Jeanne T ... no problem! I am happy to help. Best of luck with your marketing projects! :)

Sarah Ladd said...

Gwendolyn Gage, Jackie S., and Rebecca ... thanks so much for stopping by!

Sarah Ladd said...

THANK YOU SEEKERVILLE! Everyone here has been so warm and welcoming. Thanks for letting me visit with you today. :)

Sarah Ladd said... of luck with your author facebook page! Be sure to keep us posted on the progress! GO HOOSIERS! :)

MaryC said...

Sarah, thanks so much for this post. It's been a crazy day so I haven't had a chance to read through all the comments for your extra advice. I'm planning to come back and catch up.

Congrats on the Genesis win!

Jean E. Jones said...

Thank you! I put this article into my to do list for the week. It answered so many questions I've had.

Tina Radcliffe said...

Sarah, thanks for spending the day with us, you've been so generous with your time and expertise!!

We'll expect you back now that you've spoiled us!!

Walt Mussell said...

It was a wonderful post. Unfortunately, it shows me how much I need to be doing. At least I have quatifiable measures to begin.

Walt Mussell said...

And given how late it is, I've come to the realization that I can't spell at this hour.

Helen W said...

Thanks Sarah for your feedback! I am kind of established with a few author friends already through a book review blog I run with my sister (both of us aspiring authors!). But I guess I was just thinking a personal facebook author page might be premature. We do have our blog's facebook page, as well of course my personal facebook account which I also use for connecting with authors. So perhaps I'm on the right track after all :)

Cindy W. said...

Really sound advice and this is a print and keep posting for me. Thank you so much!

I just wanted to say I love your hair Sarah. :)

Smiles & Blessings,
Cindy W.


Cindy W. said...

Don't know if I needed to say that I would love to be entered to win the Seeker prize pack...but I would love to win....especially if a Seeker pink pen is part of the pack! :)

Smiles & Blessings,
Cindy W.


marybelle said...

A wonderful post. Most informative thank you.

Debra E. Marvin said...

Mary Connealy, I am a fb friend and I'm happy with your facebook style. Because ive got enough to read and I am glad to see your posts about your booksignings, blog posts and visits, and that's enough. Once a reader finds an author they like they are going to read those books regardless of whether the author posts a lot or not.

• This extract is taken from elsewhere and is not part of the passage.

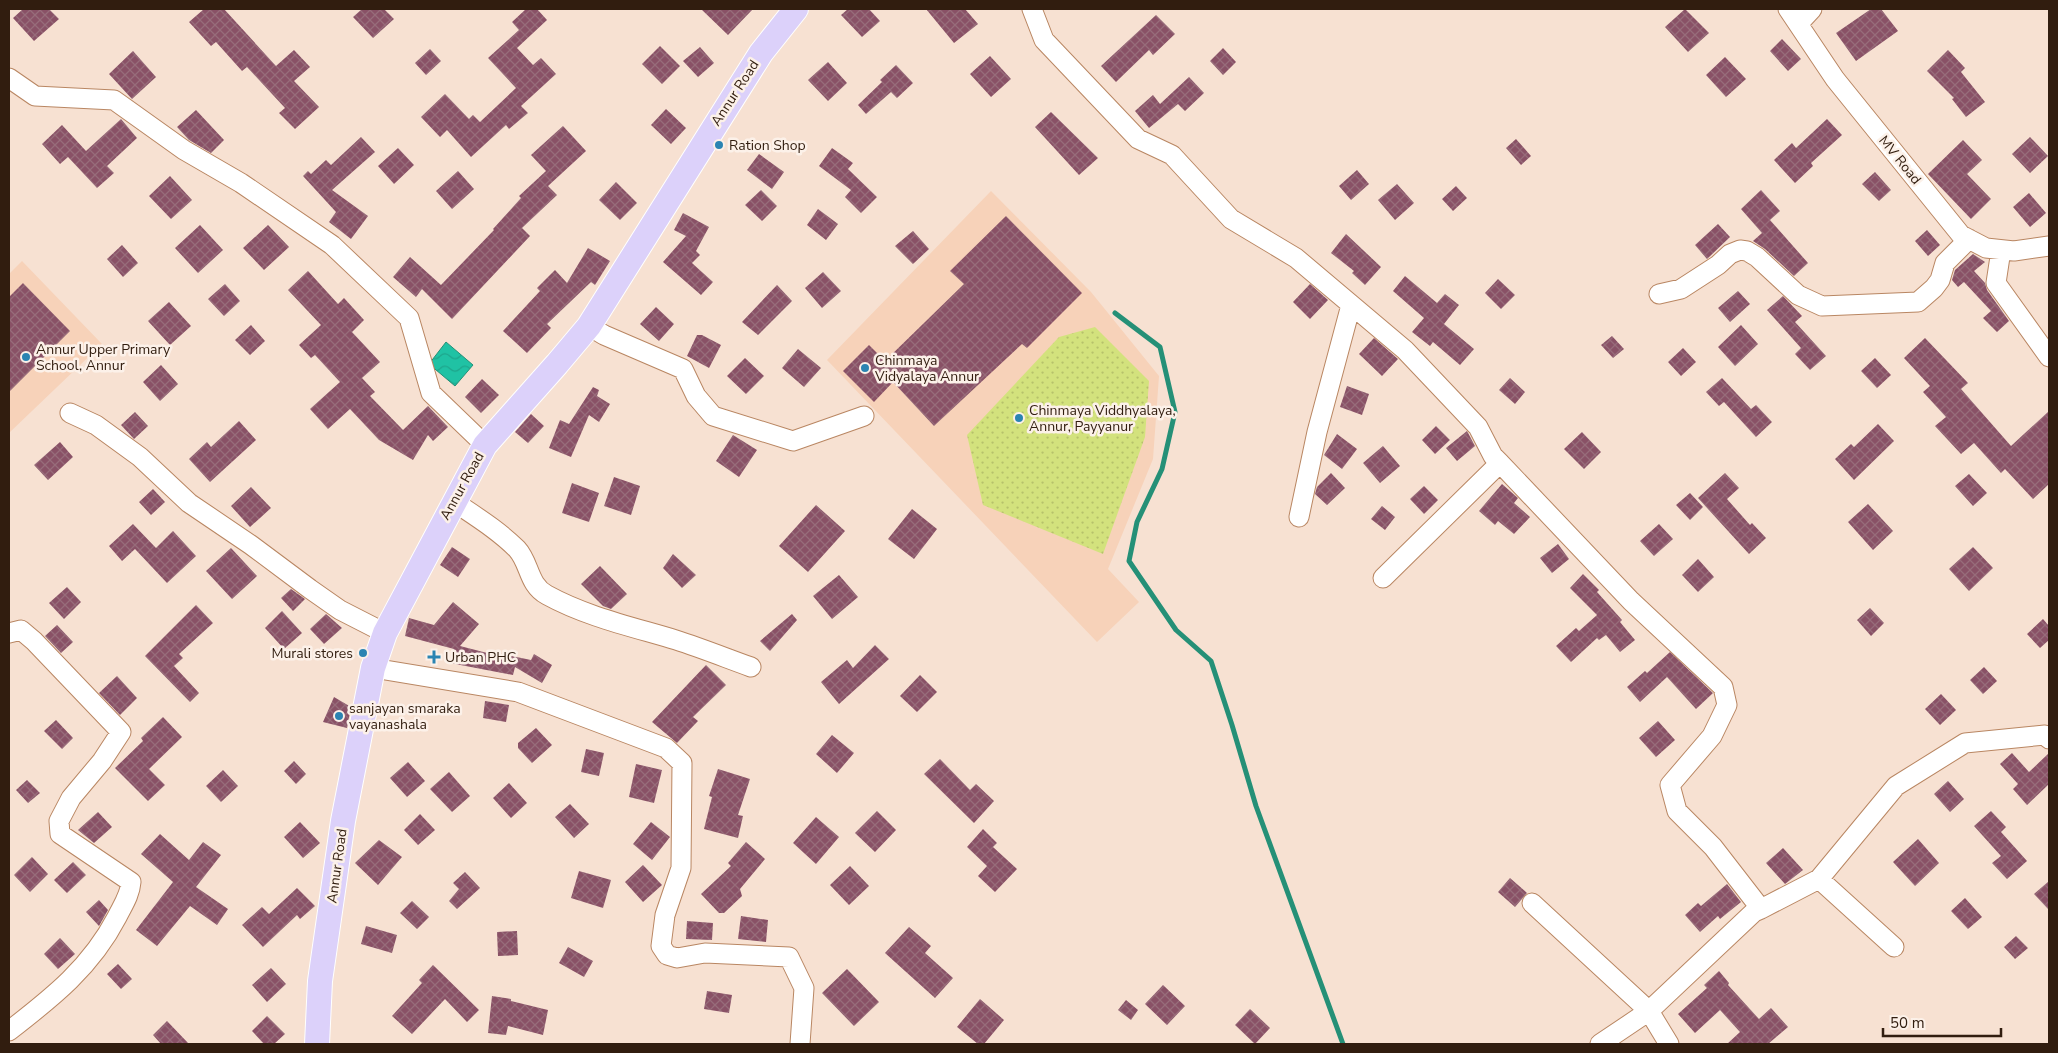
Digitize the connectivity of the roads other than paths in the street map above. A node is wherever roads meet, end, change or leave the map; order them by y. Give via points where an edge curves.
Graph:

Ill switch to an author page on fb if you create one, but I'm glad you write more books than posts!!

This doesn't take away from Sarah's lessons for all of us by any means. And yes oatmeal is healthier but may have more calories than the bun. Check it out.

Missy Tippens said...

Sarah, I'm so sorry I didn't get by here yesterday! Thanks so much for the great info!! So very helpful!

Sarah Ladd said...

Debra Marvin's post make me think of something! I just wanted to send you a quick note to let you know that the marketing guidelines and suggestion I have made are generalizations. Each of you are different, with difference strengths, goals, writing styles, etc. What works for one of you may not work for the other, nor should it! Play up your strengths. You might be a dynomite blogger, but hate facebook. That's fine. You may try tweeting fro 6 months and decide that doesn't work for you. Again, that is fine. Do what WORKS for you....not what you THINK should work for you. :)

Sarah Ladd said...

Good luck in your marketing endeavors! Thanks for having me! :)

Janet Grunst said...

Excellent post, Sarah! Now, if I could only put half of your suggestions into practice.
What an asset your marketing experience is for your writing aspirations.
Much continued success.

Eva Maria Hamilton said...

Great post Sarah! Thanks for visiting Seekerville!!! A definite post to print out and refer to often :)

Jo Huddleston said...

Sarah, thanks for the info you gave us. I've known I needed a marketing plan but your points will help me get there. Not published yet but a publisher requested the full manuscript and now I'm waiting. Thanks again.

Karin said...

Wow! I'm printing this out so I can review it later - thanks!!